PLUS loans — taken out by parents or graduate students — add to the total cost of attendance financed by debt at MSU Texas.
| Group | Borrowers | Median debt incl. PLUS |
|---|---|---|
| All borrowers | 840 | $14,873 |
| Completed (graduates) | 426 | $19,367 |
| Did not complete | 414 | $10,157 |
For students who completed, the median total debt including PLUS loans works out to a standard 10-year payment of about $230.29/mo.
Federal data lets us separate Stafford borrowers from the rest at MSU Texas.
Stafford vs Non-Stafford (any year)
| Cohort | Borrowers | Median debt incl. PLUS |
|---|---|---|
| Used a Stafford loan | 822 | — |
| No Stafford loan | 18 | — |
Current-Year Stafford Borrowers
| Cohort | Borrowers | Median debt incl.
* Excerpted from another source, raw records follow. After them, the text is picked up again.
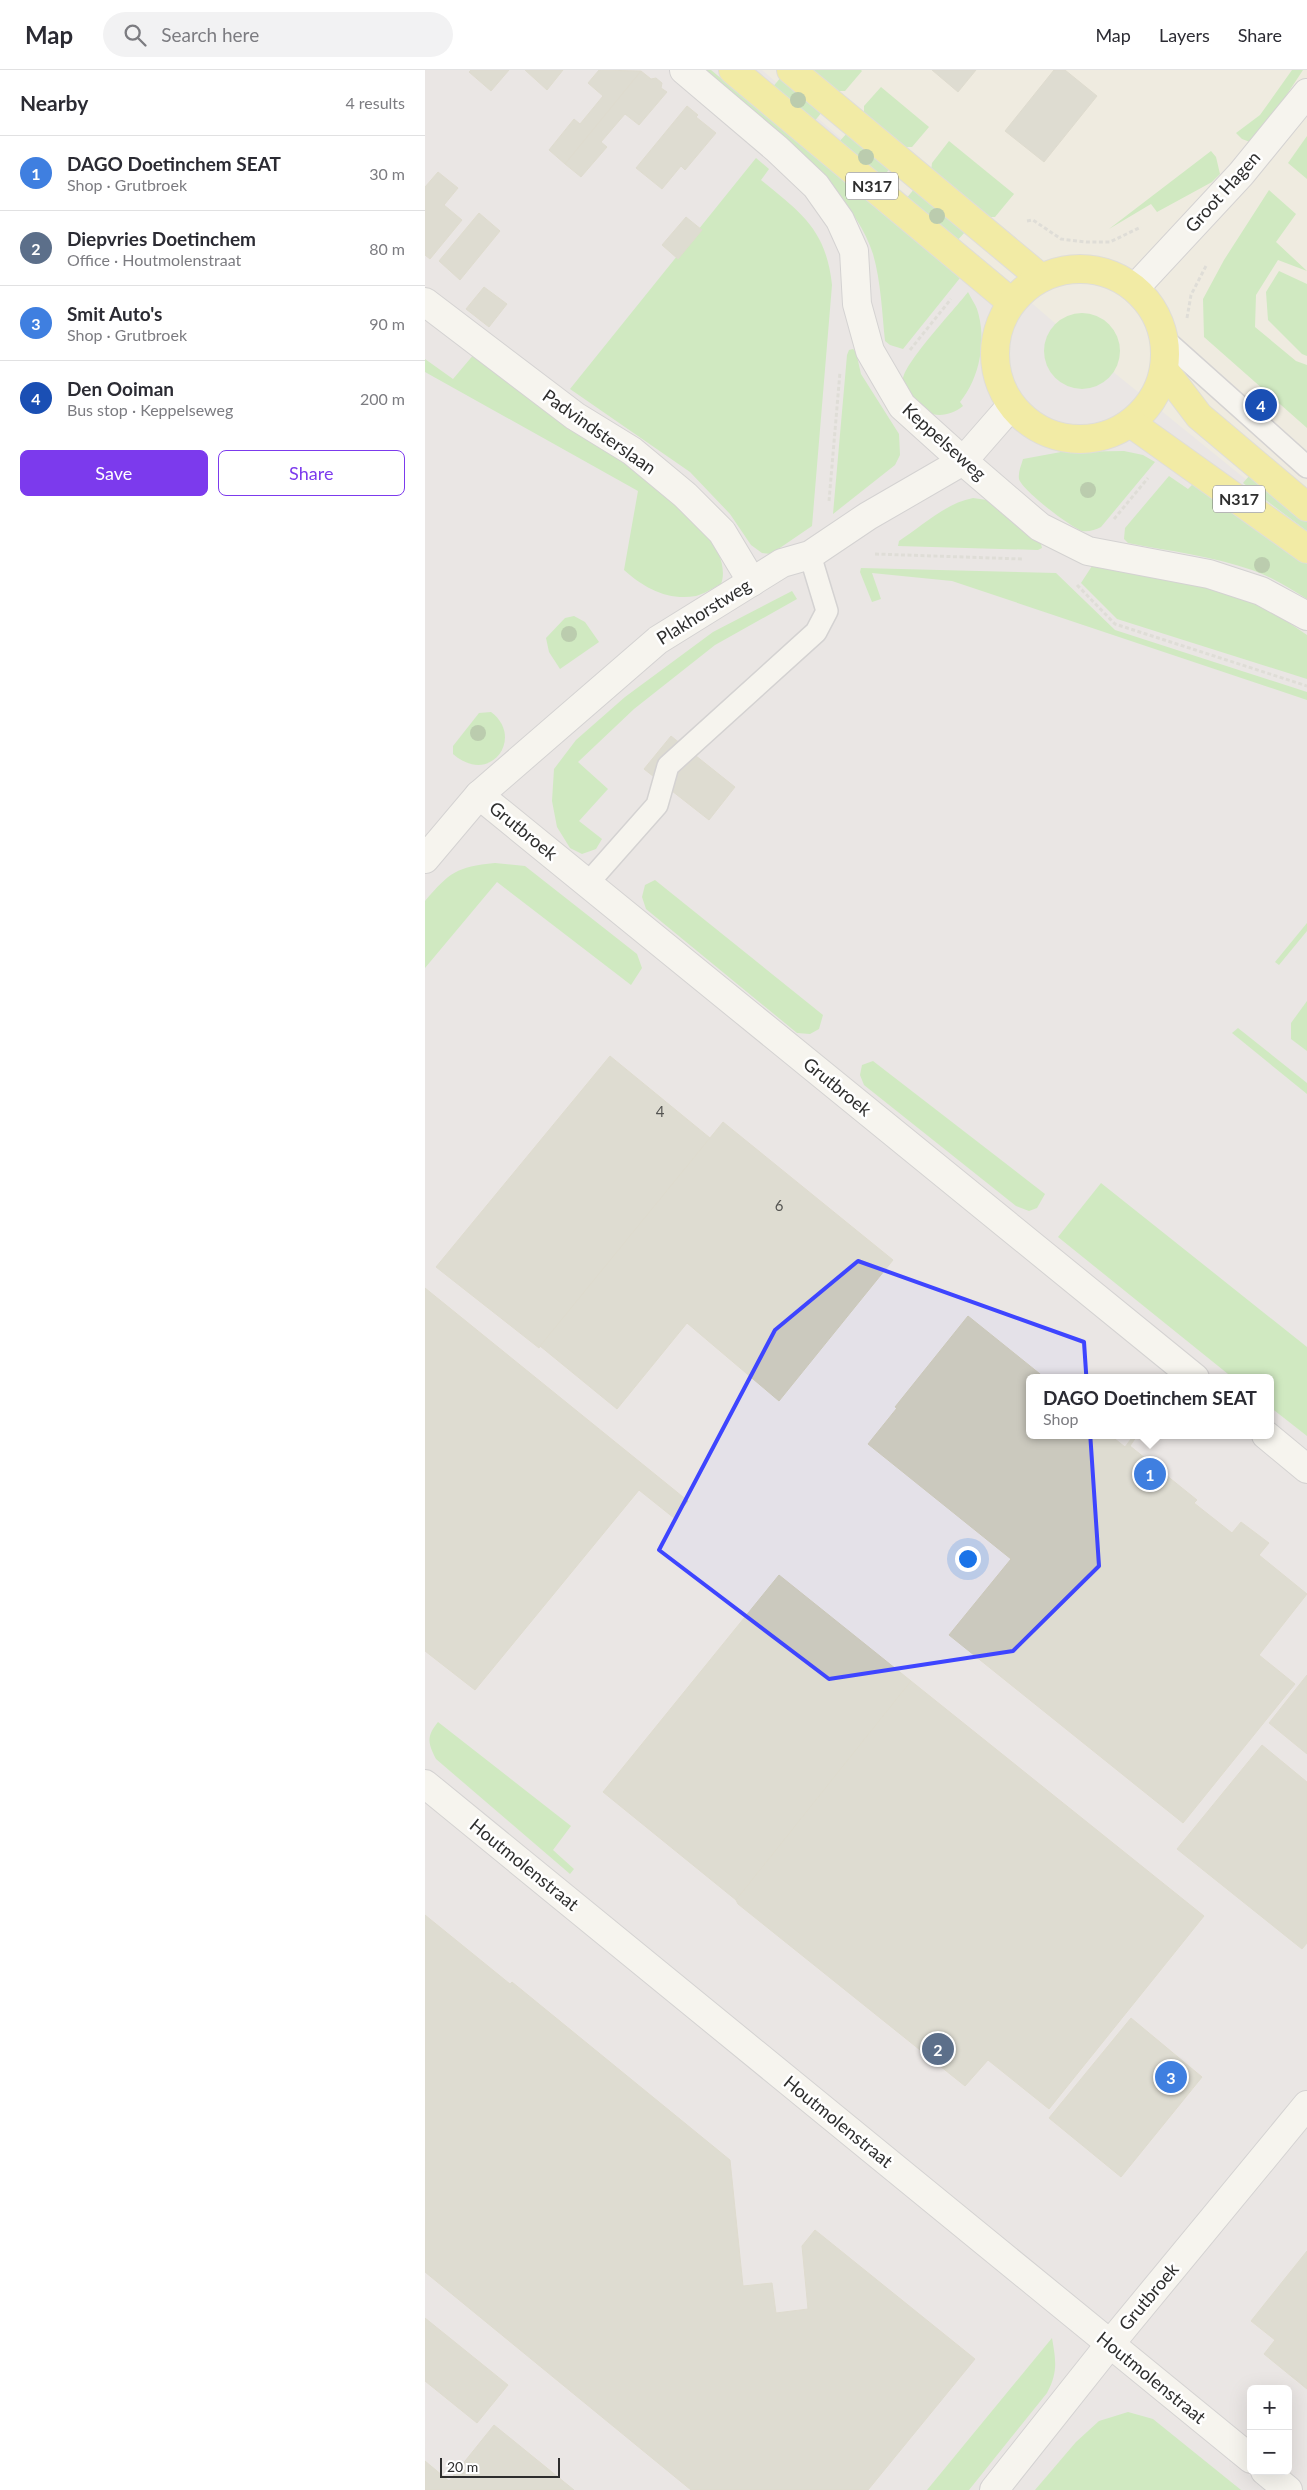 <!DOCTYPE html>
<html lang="en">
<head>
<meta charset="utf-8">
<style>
  body { margin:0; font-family:Lato,sans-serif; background:#f2f2f3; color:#2b2b33 }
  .controls { position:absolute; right:15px; bottom:15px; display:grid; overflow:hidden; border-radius:8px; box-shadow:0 5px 20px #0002 }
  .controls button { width:45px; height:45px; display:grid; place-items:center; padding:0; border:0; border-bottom:1px solid #e1e1e2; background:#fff; color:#2b2b33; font:25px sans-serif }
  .scale { position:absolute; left:15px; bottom:12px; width:120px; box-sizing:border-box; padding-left:5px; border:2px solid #2e2e2e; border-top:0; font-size:14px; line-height:18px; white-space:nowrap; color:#2e2e2e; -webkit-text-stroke:4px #fff; paint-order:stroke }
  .you { position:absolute; left:542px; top:1488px; width:18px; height:18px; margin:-12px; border:4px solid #fff; border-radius:50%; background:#1a73e8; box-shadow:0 0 0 8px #1a73e833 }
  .badge { display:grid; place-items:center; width:32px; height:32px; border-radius:50%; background:#7c3aed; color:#fff; font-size:16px; font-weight:700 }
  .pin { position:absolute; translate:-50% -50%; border:2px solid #fff; box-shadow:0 1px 5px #0006 }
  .popup { position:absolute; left:601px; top:1304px; width:248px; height:65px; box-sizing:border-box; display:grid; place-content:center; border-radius:8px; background:#fff; filter:drop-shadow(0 1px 4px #0005); font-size:16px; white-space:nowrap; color:#7c7c81 }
  .popup b { font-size:19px; color:#2b2b33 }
  .popup::after { content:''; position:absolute; left:50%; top:100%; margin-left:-10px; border:10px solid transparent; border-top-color:#fff }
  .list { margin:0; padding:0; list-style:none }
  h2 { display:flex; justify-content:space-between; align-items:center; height:65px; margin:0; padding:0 20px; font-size:21px }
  h2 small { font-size:16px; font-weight:400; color:#7c7c81 }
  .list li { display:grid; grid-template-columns:32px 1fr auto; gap:15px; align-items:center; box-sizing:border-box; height:75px; padding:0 20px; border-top:1px solid #e1e1e2 }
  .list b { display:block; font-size:19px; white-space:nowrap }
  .list p { margin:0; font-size:16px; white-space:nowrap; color:#7c7c81 }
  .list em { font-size:16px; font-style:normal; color:#7c7c81 }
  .actions { display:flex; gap:10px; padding:15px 20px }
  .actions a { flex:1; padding:11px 0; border:1px solid #7c3aed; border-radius:8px; text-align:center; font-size:18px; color:#7c3aed }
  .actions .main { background:#7c3aed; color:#fff }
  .icon { flex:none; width:28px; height:28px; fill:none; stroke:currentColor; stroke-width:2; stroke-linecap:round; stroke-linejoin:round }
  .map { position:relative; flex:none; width:882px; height:2420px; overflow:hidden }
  header { display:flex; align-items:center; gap:30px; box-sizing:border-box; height:70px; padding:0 25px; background:#fff; border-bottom:1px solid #e1e1e2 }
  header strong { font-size:24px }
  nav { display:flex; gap:28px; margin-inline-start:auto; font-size:18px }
  .search { width:350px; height:45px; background:#f2f2f3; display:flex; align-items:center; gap:12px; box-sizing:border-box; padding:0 18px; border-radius:28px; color:#7c7c81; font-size:19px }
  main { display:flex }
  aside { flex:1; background:#fff }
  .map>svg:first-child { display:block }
  .industrial { fill:#e4e1e8; fill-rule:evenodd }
  .green { fill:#aae79b }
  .building { fill:#cbc9be; stroke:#cbc8b9 }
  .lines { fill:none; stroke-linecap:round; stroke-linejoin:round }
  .lane-casing { stroke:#b4b4c1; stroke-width:24 }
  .street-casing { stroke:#b4b4c1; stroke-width:30 }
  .secondary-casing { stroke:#b4b4c1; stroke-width:30 }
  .primary-casing { stroke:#cdcdcd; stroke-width:30 }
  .path { stroke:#cdcdcd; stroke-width:3; stroke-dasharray:4 2.5; stroke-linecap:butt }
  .lane { stroke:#fff; stroke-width:21 }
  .street { stroke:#fff; stroke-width:28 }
  .secondary { stroke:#fff; stroke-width:28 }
  .primary { stroke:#f7ea5e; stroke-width:28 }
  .tree { fill:#7ca772 }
  .marked { fill:none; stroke:#3e45ff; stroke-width:4; stroke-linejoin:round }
  .labels { text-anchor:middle; stroke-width:5; stroke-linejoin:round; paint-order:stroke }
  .number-label { font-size:15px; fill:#555552 }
  .shield { fill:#fff; stroke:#6d6d6d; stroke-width:1 }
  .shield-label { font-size:16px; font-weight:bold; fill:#2e2e2e }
  .street-label { font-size:18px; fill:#2e2e2e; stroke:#fff }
</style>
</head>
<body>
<header>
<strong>Map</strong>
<div class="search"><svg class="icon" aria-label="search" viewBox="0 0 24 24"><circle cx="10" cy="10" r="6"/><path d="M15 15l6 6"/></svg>Search here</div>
<nav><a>Map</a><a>Layers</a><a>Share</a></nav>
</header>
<main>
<aside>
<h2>Nearby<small>4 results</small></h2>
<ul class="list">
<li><span class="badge" style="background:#3f7fe0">1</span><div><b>DAGO Doetinchem SEAT</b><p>Shop · Grutbroek</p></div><em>30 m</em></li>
<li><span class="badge" style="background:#5c6f8a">2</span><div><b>Diepvries Doetinchem</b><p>Office · Houtmolenstraat</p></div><em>80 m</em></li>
<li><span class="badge" style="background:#3f7fe0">3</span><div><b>Smit Auto's</b><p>Shop · Grutbroek</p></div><em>90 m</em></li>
<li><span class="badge" style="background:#1a4fb4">4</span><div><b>Den Ooiman</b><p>Bus stop · Keppelseweg</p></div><em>200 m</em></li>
</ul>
<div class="actions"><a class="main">Save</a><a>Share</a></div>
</aside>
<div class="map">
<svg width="882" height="2420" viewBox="0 0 882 2420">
  <rect width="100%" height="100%" fill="#efebe0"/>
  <path class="industrial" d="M 0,0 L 337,0 L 660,279 L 882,459 L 882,2420 L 0,2420 ZM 605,1308 L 845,1308 L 845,1365 L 605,1365 ZM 826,2319 L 863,2319 L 863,2401 L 826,2401 Z"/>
  <g class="green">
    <path d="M 277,0 L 286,0 L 535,208 L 478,279 L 465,275 L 460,271 C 457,242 456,212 448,184 C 427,116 331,47 277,0 Z"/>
    <polygon points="387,0 436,0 437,1 420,21 412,21"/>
    <polygon points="867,0 878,0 847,47 825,72 817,69 811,63 835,45"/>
    <polygon points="356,7 397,42 388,53 347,18"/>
    <polygon points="456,17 504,57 487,77 479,77 439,44 439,36"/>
    <polygon points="423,62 465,98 456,110 413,73"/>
    <polygon points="882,66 882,109 863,93"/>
    <polygon points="524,71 589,124 570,147 562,147 506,101 507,93"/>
    <polygon points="786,81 791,87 795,104 787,112 732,142 726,134 684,159"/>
    <path d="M 331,88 L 344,99 L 336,110 C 376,143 401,159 407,215 L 387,456 L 346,484 L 337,483 L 326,475 L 305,444 L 265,402 L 145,319 Z"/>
    <polygon points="490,118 541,161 530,173 480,130"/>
    <polygon points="844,120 871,144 851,172 882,201 853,190 831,225 830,257 871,291 882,295 882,358 779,267 778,229 799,190"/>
    <polygon points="854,201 882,214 882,286 877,284 843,250 841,222"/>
    <path d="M 543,222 C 546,228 550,234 552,239 C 562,269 555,308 535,332 L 538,336 C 528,344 514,348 502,342 C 494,337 477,319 478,309 C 480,292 530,239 543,222 Z"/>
    <circle cx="657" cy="281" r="38"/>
    <polygon points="428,279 431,282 436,304 474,364 475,385 470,395 408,444 422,285 424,280"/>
    <path d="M 50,283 C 86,308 122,334 159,359 C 201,390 250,424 283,465 C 293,478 302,499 296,514 C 288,518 279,524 271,526 C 243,531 219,518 199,500 L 213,421 L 0,302 L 0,289 L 28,309 Z"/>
    <path d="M 699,381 L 718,385 L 730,392 L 676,457 C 670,460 664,462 657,461 C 645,457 597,420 594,409 C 593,402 596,396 598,389 L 636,382 Z"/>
    <path d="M 744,406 L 763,419 L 771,411 L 882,494 L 882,529 C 864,518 847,507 827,500 C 787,486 744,481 703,473 L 699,469 L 700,458 Z"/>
    <polygon points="824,406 882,452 882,461 818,413"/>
    <path d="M 548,428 L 562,430 L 616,474 L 617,478 L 613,480 L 473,476 L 474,471 C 497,456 521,433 548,428 Z"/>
    <path d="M 667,496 C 720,505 776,511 827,532 C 846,540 865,553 882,565 L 882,609 L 692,549 L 656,513 Z"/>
    <polygon points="436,498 631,503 690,560 882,622 882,630 527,511 447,503 456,529 447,532 435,502"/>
    <polygon points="367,521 372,529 290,575 209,639 153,692 183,719 154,751 177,769 171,779 157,784 145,778 132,757 127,731 129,699 151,670 200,627 288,562"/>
    <polygon points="149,546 160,552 174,572 135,599 124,582 121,568 140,548"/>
    <path d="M 66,642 C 100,667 66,717 28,684 L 28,676 L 54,643 Z"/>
    <path d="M 70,793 L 100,796 L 212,884 L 217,898 L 206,915 L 72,812 L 0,898 L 0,831 C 25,802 31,797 70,793 Z"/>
    <polygon points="230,810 398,945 394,959 385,964 372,963 221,839 217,827 220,815"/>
    <polygon points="882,853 882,861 854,895 850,892"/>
    <polygon points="882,931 882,981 866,969 866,953"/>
    <polygon points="813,958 882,1013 882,1024 807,963"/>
    <polygon points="448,991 620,1124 612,1138 604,1141 591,1136 439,1015 435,1005 437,995"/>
    <polygon points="676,1113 882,1277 882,1366 845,1337 845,1308 808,1308 633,1167"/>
    <path d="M 13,1652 L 146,1756 L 128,1780 L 149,1799 L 145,1804 L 11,1689 C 3,1673 1,1667 13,1652 Z"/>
    <path d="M 627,2268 C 631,2291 633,2302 622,2323 L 544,2420 L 502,2420 Z"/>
    <polygon points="703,2342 728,2349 816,2420 610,2420 651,2372 674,2351"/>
  </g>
  <g class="building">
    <polygon points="46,0 84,0 66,21 44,2"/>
    <polygon points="100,0 138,0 122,20"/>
    <polygon points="174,0 216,1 140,94 124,80 149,49 155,54 178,26 163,13"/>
    <polygon points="507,0 551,0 533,22"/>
    <polygon points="629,0 640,0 672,26 619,92 580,61"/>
    <polygon points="216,1 226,9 231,8 237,13 236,18 242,22 214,55 200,44 176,72 182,77 156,107 140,94"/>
    <polygon points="262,36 273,45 271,47 291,63 260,100 256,96 237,119 211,98"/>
    <polygon points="13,102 33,118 19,135 37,150 5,189 0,185 0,117"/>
    <polygon points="54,143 75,161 35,210 14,191"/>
    <polygon points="261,147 277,160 253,189 237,175"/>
    <polygon points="59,217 82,234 64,257 41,239"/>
    <polygon points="246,666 310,717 284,750 219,699"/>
    <polygon points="185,986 285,1068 114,1278 11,1197"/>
    <polygon points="298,1052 468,1190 354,1331 262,1253 192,1339 115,1276"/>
    <polygon points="0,1218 263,1431 249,1448 214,1420 50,1620 0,1581"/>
    <polygon points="543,1246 620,1308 605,1308 605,1365 685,1365 700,1377 709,1365 711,1367 705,1376 772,1430 769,1433 807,1463 816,1452 844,1473 834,1485 882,1524 834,1585 870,1614 758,1753 524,1565 586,1489 443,1374 472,1338 470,1337"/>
    <polygon points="354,1505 486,1611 311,1830 178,1722"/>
    <polygon points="882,1605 882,1684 844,1653"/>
    <polygon points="486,1611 779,1846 624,2039 563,1990 540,2016 313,1834 311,1830"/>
    <polygon points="837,1675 882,1712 882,1873 877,1879 752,1779"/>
    <polygon points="0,1845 85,1914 87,1912 305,2090 318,2216 347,2213 351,2243 383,2239 377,2176 390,2160 550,2289 443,2420 266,2420 0,2202"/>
    <polygon points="706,1948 777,2007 696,2107 624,2048"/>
    <polygon points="882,2181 882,2319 839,2284 850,2270 826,2251"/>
    <polygon points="0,2248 83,2315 52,2353 0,2311"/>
    <polygon points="69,2355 90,2372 149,2420 0,2420 0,2391 24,2411"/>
  </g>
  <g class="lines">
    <g class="lane-casing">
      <g id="lane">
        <polyline points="740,270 882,397"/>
        <polyline points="163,813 232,735 243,696 391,562 402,541 385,485"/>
      </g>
    </g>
    <g class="street-casing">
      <g id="street">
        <polyline points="259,0 352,79 391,116 415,150 429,181 432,234 445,281 477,336 538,391 615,457 663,481 784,504 836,521 882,546"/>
        <polyline points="710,218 816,104 882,23"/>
        <polyline points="0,232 150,346 207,381 260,425 297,462 327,512"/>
        <polyline points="54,725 770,1308"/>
        <polyline points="841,1365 882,1399"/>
        <polyline points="0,1714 826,2389"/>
        <polyline points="840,2401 863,2420"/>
        <polyline points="569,2420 685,2274 882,2035"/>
      </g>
    </g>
    <g class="secondary-casing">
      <polyline id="secondary" points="0,789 54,725 233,570 357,493 385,485 443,446 538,391 586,336"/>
    </g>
    <g class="primary-casing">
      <g id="primary">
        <polyline points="308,0 586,232"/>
        <polyline points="366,0 616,208"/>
        <circle cx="655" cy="284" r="85"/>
        <polyline points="740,301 774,346 882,437"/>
        <polyline points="707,354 882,479"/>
      </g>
    </g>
    <g class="path">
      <polyline points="602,151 608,150 636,169 661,172 685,172 716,157"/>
      <polyline points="762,248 766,225 782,194"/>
      <polyline points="485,280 526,229"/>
      <polyline points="404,431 415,302"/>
      <polyline points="689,449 723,408"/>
      <polyline points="450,484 597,489"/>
      <polyline points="652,515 690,554 882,616"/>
    </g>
    <use href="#lane" class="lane"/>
    <use href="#street" class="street"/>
    <use href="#secondary" class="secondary"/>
    <use href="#primary" class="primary"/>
  </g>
  <g class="tree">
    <circle cx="373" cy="30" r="8"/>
    <circle cx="441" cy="87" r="8"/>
    <circle cx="512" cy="146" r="8"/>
    <circle cx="663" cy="420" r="8"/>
    <circle cx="837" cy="495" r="8"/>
    <circle cx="144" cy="564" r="8"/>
    <circle cx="53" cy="663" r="8"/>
  </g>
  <path d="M0 0H882V2420H0ZM 433,1191 L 659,1272 L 674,1496 L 588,1581 L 404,1609 L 234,1480 L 350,1260 Z" fill="#efebe0" fill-opacity=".55" fill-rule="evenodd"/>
  <path class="marked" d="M 433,1191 L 659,1272 L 674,1496 L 588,1581 L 404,1609 L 234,1480 L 350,1260 Z"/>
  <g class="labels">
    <g class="number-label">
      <text x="235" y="1047">4</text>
      <text x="354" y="1141">6</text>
    </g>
    <g class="shield">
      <rect x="421" y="102.5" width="52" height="27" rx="4"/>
      <rect x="788" y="415.5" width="52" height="27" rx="4"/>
    </g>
    <g class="shield-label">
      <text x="447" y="122">N317</text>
      <text x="814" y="435">N317</text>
    </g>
    <g class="street-label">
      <text transform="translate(798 122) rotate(-48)" y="6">Groot Hagen</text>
      <text transform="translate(174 362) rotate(35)" y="6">Padvindsterslaan</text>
      <text transform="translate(519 372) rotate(42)" y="6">Keppelseweg</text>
      <text transform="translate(279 542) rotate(-32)" y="6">Plakhorstweg</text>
      <text transform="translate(98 761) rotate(39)" y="6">Grutbroek</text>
      <text transform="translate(412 1017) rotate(39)" y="6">Grutbroek</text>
      <text transform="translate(99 1795) rotate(39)" y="6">Houtmolenstraat</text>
      <text transform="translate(413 2052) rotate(39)" y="6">Houtmolenstraat</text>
      <text transform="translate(724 2227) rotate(-50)" y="6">Grutbroek</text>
      <text transform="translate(726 2308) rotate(39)" y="6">Houtmolenstraat</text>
    </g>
  </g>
</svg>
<div class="controls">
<button>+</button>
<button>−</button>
</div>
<div class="scale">20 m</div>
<div class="you"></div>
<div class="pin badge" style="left:725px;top:1404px;background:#3f7fe0">1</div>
<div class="popup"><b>DAGO Doetinchem SEAT</b>Shop</div>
<div class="pin badge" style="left:513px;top:1979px;background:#5c6f8a">2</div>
<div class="pin badge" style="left:746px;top:2007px;background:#3f7fe0">3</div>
<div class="pin badge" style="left:836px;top:335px;background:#1a4fb4">4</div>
</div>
</main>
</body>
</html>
PLUS |
|---|---|---|
| Stafford loan this year | 764 | $15,000 |
| No Stafford loan this year | 76 | $11,839 |
Repayment burden translates the debt figures into what a borrower actually pays each month. MSU Texas.
The default rate measures how many borrowers fall behind and ultimately fail to repay their federal loans. The official Department of Education two-year default rate for MSU Texas appears below.
| Metric | Value |
|---|---|
| 2-year cohort default rate | 4.2% |
| Borrowers in the cohort | 1309 |
A lower default rate generally signals that graduates earn enough to manage their loan payments.
Borrowing varies by family income, by first-generation status, and by dependency status.
Borrowing by Income Tier
| Income tier | Median federal debt |
|---|---|
| Low income | $13,000 |
| Middle income | $12,500 |
| High income | $14,000 |
By First-Generation Status
| Cohort | Median federal debt |
|---|---|
| First-generation students | $13,533 |
| Continuing-generation students | $13,000 |
Dependency-Status Comparison
| Cohort | Median federal debt |
|---|---|
| Dependent students | $12,500 |
| Independent students | $15,000 |
These pre-calculated indicators summarize the borrowing gaps between cohorts at MSU Texas.
The Difference Between Subsidized and Unsubsidized Loans
Unsubsidized federal student loans accrue interest every month — even while you are still enrolled. Unless you pay that interest as it builds, the balance you owe at graduation can be noticeably higher than the amount you originally borrowed.
Worth Knowing
Declaring bankruptcy does not erase federal student loan debt. If you stop paying, the federal government can garnish a portion of your wages until the loans are repaid.
References
More about our data sources and methodologies.